> **Aim of the exercise**
Among the entries, which lines carry the string "ends"? Copy each of them.

Stored data entries

____________________

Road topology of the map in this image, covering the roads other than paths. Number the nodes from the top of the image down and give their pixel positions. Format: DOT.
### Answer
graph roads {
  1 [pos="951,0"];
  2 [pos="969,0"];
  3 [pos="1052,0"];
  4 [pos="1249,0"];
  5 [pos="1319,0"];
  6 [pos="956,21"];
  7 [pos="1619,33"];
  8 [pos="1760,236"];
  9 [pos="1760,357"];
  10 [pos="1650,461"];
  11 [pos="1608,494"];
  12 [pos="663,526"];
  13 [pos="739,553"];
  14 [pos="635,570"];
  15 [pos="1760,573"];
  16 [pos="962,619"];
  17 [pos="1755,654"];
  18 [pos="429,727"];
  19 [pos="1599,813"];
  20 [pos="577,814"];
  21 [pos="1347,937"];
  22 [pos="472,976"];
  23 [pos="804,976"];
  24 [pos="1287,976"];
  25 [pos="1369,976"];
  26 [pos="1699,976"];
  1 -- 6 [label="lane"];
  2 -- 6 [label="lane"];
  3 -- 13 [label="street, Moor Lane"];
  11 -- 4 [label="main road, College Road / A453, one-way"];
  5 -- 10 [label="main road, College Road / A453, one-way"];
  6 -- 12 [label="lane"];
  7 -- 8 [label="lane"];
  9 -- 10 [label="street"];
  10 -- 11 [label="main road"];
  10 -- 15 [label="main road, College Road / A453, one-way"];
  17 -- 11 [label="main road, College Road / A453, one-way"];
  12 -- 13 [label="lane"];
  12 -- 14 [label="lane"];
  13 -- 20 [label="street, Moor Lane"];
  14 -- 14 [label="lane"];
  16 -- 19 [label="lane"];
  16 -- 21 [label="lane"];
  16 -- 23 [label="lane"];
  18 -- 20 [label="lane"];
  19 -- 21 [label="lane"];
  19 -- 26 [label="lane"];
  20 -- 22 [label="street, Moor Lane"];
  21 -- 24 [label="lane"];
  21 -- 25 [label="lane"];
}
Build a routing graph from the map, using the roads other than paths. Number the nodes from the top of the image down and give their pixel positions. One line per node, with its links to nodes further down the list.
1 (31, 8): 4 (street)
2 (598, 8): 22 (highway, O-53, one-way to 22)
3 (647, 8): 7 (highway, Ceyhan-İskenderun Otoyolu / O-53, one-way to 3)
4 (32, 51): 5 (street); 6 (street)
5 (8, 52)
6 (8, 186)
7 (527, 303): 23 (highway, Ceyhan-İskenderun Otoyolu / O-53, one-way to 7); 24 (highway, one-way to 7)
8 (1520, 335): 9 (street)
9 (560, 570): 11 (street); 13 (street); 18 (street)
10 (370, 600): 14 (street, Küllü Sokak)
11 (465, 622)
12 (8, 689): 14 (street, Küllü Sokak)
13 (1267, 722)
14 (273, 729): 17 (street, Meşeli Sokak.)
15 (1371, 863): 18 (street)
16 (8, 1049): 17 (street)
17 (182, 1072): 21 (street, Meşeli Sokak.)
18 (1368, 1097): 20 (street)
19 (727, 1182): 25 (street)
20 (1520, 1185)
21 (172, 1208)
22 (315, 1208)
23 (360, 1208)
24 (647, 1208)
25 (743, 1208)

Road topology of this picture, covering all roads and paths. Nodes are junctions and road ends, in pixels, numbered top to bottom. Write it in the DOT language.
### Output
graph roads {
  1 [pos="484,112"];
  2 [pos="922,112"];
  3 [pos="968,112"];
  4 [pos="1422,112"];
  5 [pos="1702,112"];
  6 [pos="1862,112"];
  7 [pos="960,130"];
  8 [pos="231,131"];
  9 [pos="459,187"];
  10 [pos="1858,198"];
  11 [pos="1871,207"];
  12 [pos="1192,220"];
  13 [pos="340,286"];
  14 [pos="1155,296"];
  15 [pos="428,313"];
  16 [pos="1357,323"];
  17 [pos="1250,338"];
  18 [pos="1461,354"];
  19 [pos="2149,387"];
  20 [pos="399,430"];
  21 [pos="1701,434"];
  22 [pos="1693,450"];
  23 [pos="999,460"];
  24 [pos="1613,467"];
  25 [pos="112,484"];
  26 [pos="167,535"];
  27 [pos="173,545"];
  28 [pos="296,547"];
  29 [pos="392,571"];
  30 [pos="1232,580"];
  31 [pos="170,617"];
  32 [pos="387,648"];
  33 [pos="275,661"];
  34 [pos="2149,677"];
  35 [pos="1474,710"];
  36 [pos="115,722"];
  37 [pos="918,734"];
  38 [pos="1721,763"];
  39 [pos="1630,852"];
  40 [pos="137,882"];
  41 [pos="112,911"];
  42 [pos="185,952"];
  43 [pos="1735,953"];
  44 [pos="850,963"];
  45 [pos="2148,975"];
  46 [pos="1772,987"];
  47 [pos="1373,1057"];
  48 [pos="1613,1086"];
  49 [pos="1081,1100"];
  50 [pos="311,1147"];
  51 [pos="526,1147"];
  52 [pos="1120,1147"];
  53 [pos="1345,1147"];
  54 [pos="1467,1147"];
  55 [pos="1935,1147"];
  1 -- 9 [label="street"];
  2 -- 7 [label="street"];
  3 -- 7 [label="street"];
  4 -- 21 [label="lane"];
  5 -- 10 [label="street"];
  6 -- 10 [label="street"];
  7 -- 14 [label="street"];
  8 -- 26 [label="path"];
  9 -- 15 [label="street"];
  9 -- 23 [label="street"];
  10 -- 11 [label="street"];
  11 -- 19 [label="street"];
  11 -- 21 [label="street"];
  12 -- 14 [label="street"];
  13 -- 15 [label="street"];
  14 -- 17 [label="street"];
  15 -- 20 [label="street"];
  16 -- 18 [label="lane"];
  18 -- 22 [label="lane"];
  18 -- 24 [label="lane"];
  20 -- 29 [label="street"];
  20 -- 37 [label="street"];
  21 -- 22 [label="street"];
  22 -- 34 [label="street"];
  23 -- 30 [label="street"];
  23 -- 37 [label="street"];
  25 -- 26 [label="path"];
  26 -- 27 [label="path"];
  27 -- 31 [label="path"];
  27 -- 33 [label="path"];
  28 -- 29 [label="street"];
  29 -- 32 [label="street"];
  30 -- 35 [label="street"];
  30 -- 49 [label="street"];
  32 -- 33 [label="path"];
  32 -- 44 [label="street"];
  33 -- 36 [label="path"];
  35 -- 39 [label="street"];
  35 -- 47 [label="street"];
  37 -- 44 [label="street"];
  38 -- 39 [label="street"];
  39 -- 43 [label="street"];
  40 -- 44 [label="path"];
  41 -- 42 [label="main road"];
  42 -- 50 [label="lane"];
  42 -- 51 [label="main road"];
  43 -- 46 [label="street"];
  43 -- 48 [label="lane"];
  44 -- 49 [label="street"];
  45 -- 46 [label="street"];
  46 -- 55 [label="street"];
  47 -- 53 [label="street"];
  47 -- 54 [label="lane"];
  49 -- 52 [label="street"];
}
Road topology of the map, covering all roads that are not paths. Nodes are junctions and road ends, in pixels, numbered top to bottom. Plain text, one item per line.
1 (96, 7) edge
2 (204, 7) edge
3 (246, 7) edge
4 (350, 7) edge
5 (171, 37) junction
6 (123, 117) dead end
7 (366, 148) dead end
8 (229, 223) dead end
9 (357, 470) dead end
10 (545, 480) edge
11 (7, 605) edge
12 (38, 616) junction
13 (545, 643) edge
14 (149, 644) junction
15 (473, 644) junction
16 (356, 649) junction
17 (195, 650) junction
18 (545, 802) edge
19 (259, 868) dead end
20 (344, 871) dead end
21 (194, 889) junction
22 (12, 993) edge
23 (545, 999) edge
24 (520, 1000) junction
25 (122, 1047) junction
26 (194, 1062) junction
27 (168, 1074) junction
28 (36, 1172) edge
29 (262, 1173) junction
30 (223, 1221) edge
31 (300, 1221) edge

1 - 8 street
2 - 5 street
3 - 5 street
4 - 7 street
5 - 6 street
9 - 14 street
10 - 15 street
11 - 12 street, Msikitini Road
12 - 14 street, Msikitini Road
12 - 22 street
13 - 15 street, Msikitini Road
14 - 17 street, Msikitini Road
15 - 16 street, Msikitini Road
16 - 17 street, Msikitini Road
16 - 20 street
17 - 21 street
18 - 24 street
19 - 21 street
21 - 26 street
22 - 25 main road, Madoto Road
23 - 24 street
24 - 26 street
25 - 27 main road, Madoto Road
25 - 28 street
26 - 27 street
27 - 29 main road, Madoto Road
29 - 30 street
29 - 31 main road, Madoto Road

____________________

> **Response to the task**
Road topology of this picture, covering all roads and paths. Nodes are junctions and road ends, in pixels, numbered top to bottom. Write it in the DOT language.
Road topology of the map, covering all roads that are not paths. Nodes are junctions and road ends, in pixels, numbered top to bottom. Plain text, one item per line.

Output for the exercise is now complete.